● WHAT TO DO
Write out exactly the lines below that run from the line containing "index tip: (221, 114)" through the last line of the records.

● SOURCE RECORDS
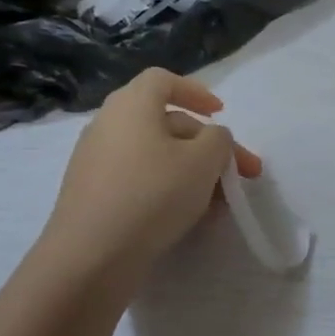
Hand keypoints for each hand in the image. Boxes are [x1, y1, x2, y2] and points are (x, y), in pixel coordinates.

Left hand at [39, 70, 260, 286]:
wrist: (91, 255)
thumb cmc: (153, 194)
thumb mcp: (204, 161)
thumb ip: (219, 140)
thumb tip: (212, 138)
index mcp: (132, 106)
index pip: (164, 80)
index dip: (196, 92)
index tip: (221, 114)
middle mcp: (109, 125)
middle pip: (167, 123)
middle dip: (210, 146)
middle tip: (242, 173)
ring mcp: (97, 160)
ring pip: (157, 155)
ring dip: (194, 171)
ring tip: (221, 202)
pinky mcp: (94, 193)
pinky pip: (140, 178)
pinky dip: (169, 188)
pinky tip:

● SOLUTION FOR THIS TASK
index tip: (221, 114)
middle mcp: (109, 125)
middle pip: (167, 123)
middle dip: (210, 146)
middle tip: (242, 173)
ring mcp: (97, 160)
ring pip: (157, 155)
ring dip: (194, 171)
ring tip: (221, 202)
pinky mcp: (94, 193)
pinky pip: (140, 178)
pinky dip: (169, 188)
pinky tip:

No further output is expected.